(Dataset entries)

——————

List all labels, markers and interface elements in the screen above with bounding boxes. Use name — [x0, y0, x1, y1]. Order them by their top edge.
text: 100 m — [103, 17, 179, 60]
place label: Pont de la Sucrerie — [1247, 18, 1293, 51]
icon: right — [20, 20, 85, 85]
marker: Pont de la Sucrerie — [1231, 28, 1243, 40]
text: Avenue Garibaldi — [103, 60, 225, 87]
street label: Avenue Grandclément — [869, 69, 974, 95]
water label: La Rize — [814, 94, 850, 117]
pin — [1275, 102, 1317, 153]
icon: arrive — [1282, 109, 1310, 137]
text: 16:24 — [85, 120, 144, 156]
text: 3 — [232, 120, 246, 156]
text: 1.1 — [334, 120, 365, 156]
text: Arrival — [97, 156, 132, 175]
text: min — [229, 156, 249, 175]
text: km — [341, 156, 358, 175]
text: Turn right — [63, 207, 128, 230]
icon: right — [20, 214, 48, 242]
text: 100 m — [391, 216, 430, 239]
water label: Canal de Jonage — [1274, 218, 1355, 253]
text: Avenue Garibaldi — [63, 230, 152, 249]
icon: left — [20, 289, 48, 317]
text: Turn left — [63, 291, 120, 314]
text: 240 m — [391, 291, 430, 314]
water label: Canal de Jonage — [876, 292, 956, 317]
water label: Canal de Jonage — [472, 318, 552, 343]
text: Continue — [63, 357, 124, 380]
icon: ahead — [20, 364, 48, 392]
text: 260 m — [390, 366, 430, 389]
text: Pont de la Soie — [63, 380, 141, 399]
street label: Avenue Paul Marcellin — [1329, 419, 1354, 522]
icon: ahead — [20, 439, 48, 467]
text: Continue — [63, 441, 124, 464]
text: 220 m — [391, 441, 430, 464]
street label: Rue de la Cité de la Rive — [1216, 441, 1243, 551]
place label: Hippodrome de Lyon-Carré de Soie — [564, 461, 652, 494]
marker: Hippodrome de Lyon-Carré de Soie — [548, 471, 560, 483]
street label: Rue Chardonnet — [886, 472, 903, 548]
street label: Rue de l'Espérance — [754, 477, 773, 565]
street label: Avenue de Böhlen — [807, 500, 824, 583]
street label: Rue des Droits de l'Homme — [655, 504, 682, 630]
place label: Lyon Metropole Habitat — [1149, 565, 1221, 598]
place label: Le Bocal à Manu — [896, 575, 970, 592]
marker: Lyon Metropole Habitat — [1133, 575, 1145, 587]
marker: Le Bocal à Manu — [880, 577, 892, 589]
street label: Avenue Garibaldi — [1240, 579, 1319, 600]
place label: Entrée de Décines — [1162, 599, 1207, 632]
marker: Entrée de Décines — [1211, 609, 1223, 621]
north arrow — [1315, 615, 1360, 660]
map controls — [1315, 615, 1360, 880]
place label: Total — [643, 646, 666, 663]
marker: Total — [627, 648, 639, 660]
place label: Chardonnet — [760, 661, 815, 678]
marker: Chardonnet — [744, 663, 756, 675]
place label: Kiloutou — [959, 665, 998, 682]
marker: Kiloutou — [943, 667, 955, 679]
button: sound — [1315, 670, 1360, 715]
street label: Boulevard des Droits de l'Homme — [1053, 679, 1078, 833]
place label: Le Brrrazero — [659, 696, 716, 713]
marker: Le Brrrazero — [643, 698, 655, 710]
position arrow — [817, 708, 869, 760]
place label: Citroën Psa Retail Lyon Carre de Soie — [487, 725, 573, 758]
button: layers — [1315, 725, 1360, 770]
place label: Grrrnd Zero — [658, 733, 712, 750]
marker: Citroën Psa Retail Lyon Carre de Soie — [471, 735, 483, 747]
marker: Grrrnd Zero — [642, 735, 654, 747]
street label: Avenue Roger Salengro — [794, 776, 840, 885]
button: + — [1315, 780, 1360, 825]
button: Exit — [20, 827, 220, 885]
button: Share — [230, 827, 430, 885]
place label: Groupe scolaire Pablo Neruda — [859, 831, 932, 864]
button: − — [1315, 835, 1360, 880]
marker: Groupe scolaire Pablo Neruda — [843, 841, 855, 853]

——————

Your answer should be a single number: the tally of lines in the entries that include the word "Groupe".

**SOLUTION**
2